The entries below contain a stretch that opens with the line containing "import cairo" and closes with the line containing "context.arc(u, v, r, i"; set down that stretch exactly, both ends included, and nothing else.
──────────────────────────────
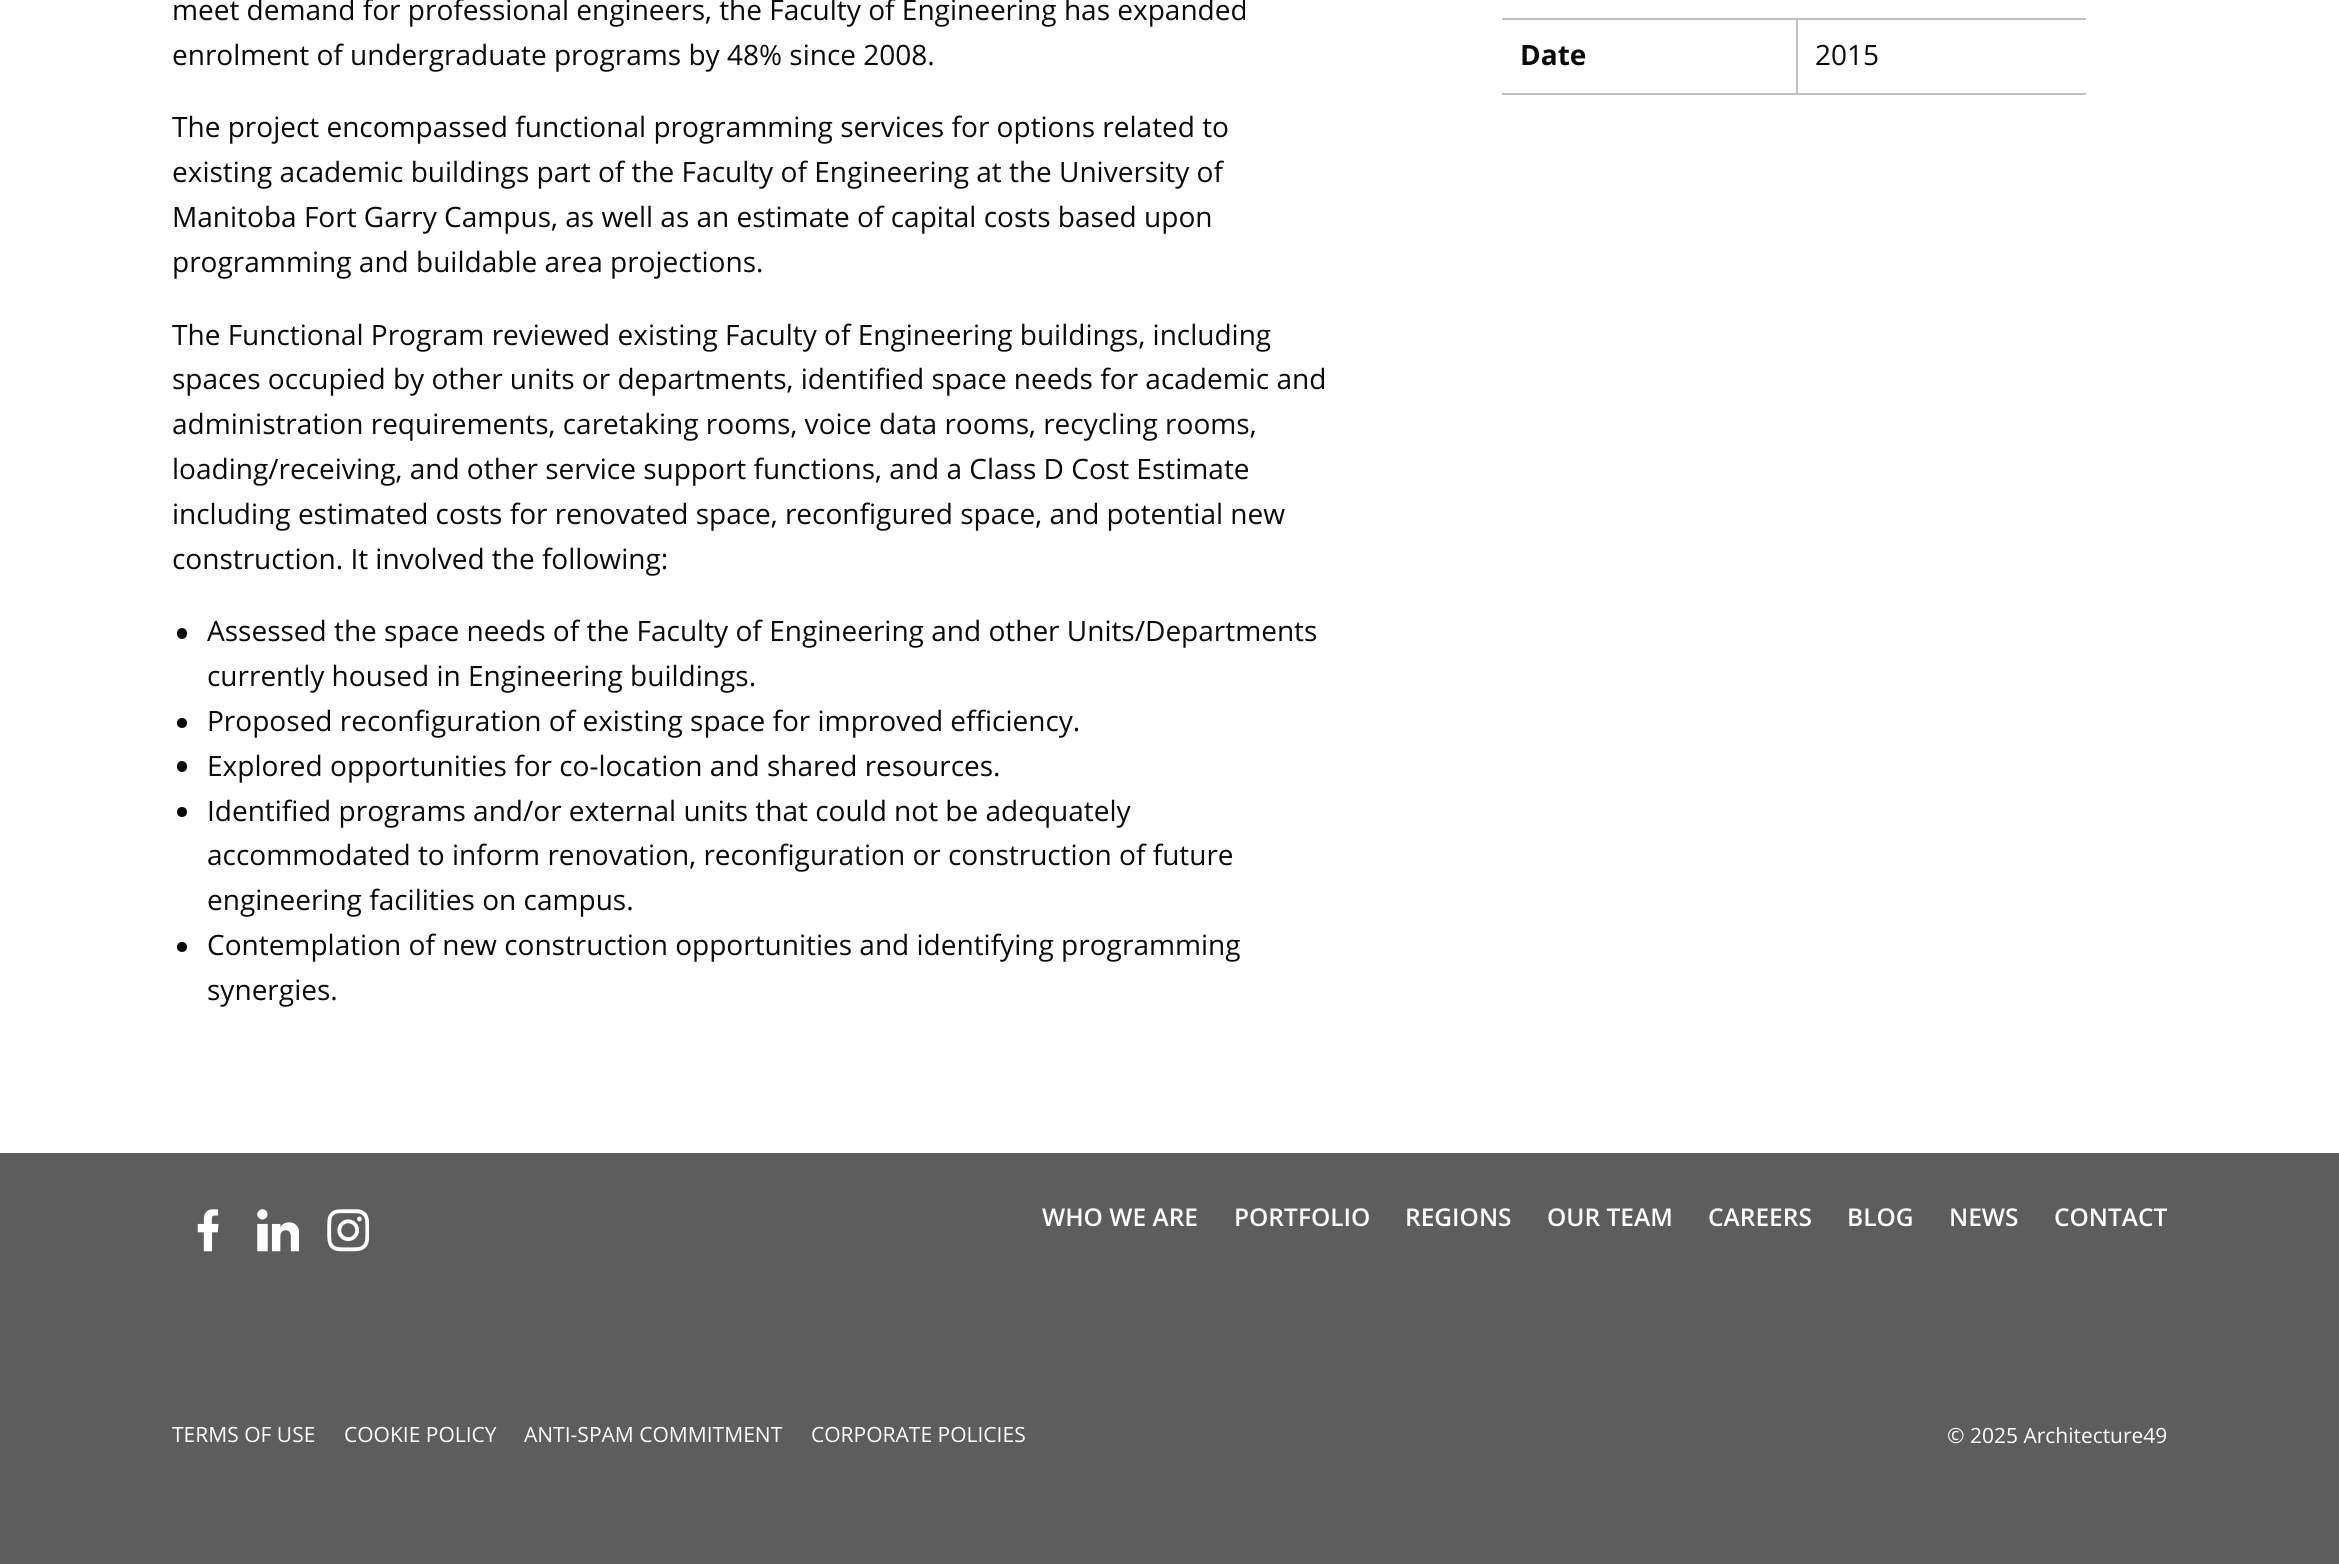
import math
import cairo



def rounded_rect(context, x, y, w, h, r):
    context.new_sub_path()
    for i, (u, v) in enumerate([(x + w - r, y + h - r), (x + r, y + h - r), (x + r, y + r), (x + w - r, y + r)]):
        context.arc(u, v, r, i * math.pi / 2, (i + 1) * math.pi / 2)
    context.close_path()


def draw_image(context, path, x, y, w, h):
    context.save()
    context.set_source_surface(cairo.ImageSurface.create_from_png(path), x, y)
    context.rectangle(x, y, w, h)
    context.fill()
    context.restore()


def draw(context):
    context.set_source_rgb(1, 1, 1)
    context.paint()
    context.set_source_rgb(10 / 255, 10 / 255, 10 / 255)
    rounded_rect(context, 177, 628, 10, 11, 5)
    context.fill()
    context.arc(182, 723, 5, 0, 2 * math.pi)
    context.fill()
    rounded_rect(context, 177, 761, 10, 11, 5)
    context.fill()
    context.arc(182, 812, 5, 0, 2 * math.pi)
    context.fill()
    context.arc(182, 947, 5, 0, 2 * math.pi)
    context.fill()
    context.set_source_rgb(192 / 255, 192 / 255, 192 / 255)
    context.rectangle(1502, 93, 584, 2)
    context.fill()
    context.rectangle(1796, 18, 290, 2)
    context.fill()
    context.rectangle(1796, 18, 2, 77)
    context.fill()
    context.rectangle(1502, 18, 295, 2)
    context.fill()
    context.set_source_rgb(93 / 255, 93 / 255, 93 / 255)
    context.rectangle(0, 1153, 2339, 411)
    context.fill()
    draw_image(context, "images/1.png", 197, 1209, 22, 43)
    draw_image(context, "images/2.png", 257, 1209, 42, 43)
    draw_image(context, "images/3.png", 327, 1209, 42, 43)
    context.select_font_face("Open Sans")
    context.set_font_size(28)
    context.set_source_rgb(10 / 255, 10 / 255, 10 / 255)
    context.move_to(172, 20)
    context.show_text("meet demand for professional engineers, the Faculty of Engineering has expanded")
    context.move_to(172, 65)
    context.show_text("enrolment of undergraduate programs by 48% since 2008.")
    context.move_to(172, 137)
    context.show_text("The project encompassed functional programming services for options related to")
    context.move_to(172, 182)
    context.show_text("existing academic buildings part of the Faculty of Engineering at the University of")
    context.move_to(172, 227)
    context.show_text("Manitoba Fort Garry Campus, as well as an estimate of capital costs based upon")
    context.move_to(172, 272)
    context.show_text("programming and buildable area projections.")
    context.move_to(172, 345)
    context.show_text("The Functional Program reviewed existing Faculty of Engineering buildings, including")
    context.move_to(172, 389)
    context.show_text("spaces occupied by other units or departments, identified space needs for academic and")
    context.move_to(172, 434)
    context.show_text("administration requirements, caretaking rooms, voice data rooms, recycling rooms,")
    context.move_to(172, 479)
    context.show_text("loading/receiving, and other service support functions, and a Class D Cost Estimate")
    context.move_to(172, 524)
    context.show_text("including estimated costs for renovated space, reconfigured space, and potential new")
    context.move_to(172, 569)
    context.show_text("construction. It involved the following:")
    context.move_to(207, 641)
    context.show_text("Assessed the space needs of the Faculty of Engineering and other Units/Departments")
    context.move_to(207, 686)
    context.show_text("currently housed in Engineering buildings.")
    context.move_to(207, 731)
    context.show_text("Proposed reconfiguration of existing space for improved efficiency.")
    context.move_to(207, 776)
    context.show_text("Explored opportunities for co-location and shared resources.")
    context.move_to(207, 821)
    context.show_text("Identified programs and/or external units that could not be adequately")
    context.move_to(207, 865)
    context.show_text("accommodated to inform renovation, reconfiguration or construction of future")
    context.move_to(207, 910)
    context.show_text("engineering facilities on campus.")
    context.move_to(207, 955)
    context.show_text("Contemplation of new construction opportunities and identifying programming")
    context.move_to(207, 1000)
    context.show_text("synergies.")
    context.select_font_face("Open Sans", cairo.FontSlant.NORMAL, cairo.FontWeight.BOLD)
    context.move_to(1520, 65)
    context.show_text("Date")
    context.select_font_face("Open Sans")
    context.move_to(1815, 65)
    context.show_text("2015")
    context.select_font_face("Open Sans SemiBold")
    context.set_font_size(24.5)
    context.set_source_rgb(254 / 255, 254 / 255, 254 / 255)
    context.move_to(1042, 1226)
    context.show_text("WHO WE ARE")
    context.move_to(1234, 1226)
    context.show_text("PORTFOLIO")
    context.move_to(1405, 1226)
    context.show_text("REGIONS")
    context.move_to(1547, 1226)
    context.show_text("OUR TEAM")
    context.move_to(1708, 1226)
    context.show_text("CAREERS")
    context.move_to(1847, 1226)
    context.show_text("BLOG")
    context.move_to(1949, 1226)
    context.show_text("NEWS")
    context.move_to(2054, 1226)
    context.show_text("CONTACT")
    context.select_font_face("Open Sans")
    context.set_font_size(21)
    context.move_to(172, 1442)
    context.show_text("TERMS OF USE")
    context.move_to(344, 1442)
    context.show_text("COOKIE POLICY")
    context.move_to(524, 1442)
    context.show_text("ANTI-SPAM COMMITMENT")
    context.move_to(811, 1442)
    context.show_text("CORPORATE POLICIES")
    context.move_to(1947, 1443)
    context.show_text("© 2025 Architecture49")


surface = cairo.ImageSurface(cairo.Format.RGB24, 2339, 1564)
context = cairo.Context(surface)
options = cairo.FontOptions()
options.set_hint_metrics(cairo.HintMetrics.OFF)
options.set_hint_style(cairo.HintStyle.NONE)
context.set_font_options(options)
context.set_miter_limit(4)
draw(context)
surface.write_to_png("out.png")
──────────────────────────────
### Output for this exercise
import cairo



def rounded_rect(context, x, y, w, h, r):
    context.new_sub_path()
    for i, (u, v) in enumerate([(x + w - r, y + h - r), (x + r, y + h - r), (x + r, y + r), (x + w - r, y + r)]):
        context.arc(u, v, r, i * math.pi / 2, (i + 1) * math.pi / 2)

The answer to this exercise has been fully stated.